I welcome you on behalf of the African Union Commission to the 20th Anniversary of Juncao Assistance and Sustainable Development Cooperation and I bring you warm greetings from H. E. Moussa Faki Mahamat, the Chairperson of the African Union Commission.
Economic cooperation between China and Africa has deepened in scope and scale in recent times, and FOCAC has emerged as the largest South–South economic partnership platform. China is currently Africa' s number one bilateral trading partner, a major source of infrastructure through the belt and road initiative as well as foreign direct investment. We look forward to deepening these engagements.
The Peoples Republic of China has recorded spectacular success in the past four decades, unparalleled in modern economic history. When China began its economic reforms in the early 1980s, it was a poor country with a GDP per capita of less than $200 and a GDP of about $200 billion. Forty years later, China has a GDP per capita of more than $10,484 in 2020– 50 times larger than in 1980 – and an economy of around $15 trillion, 75 times larger than it was in 1980 making it the second largest economy in the world. One important consequence of such rapid economic growth has been the lifting of more than 800 million Chinese citizens out of poverty. The rest of the world have a lot to learn from China in how to grow sustainably and alleviate poverty.

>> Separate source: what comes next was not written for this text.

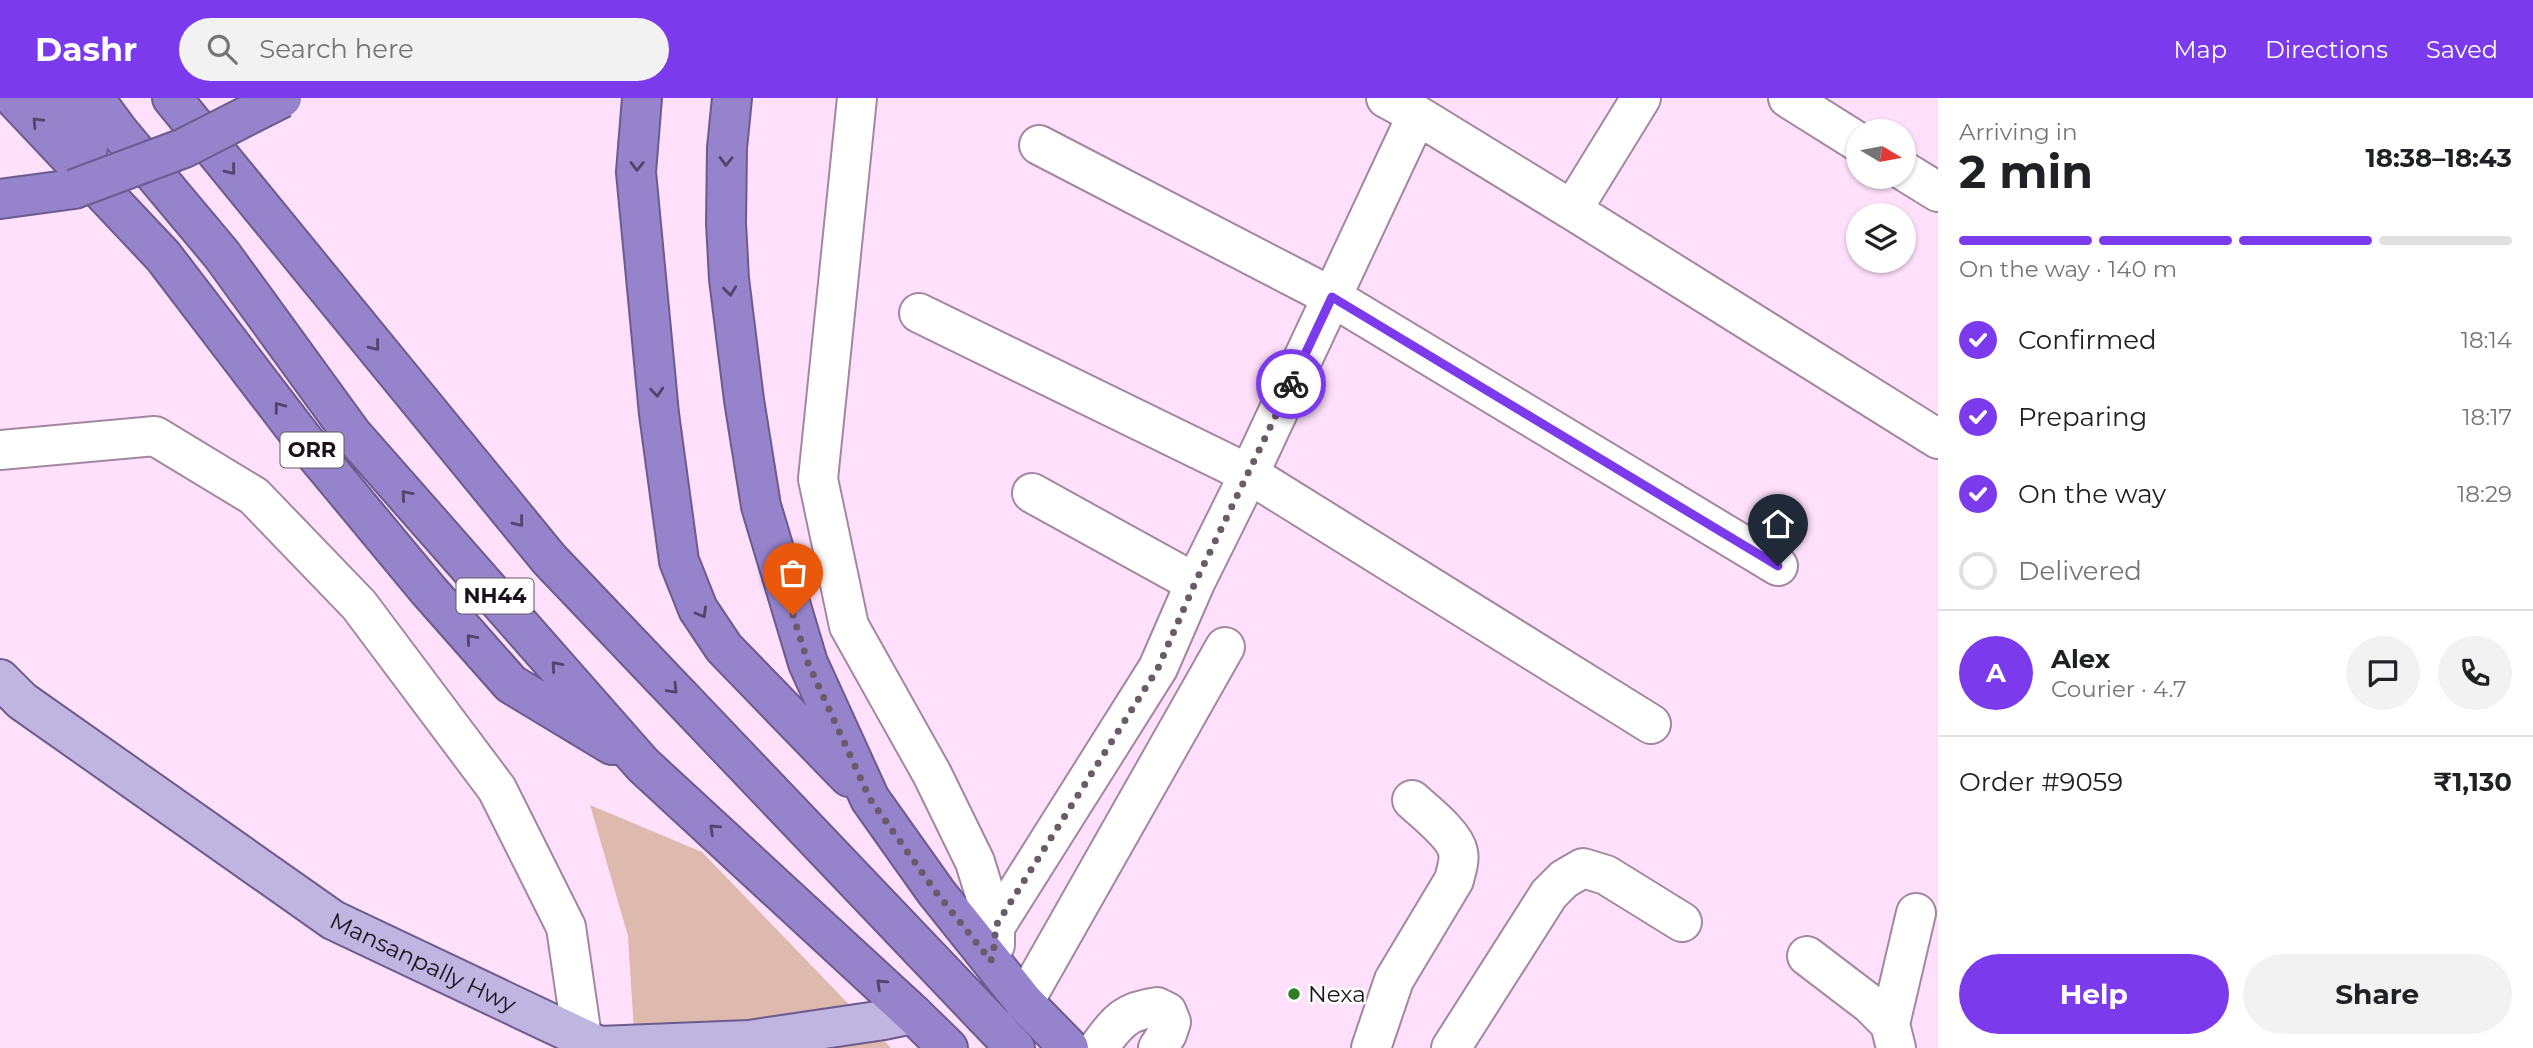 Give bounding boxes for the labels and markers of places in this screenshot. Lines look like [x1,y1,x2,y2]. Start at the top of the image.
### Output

Today's meeting is no doubt about Juncao- a technology developed in China to grow different types of mushroom from chopped grass and it is assisting countries to reduce poverty. This technology has already been transferred to over 100 countries in Asia, Africa and South Pacific. In Africa, I am informed that the technology is already being implemented in Rwanda, Lesotho and Central African Republic with demonstration centres established in eight other countries (Rwanda, Lesotho, South Africa, Madagascar, Eritrea, Republic of Congo and Nigeria.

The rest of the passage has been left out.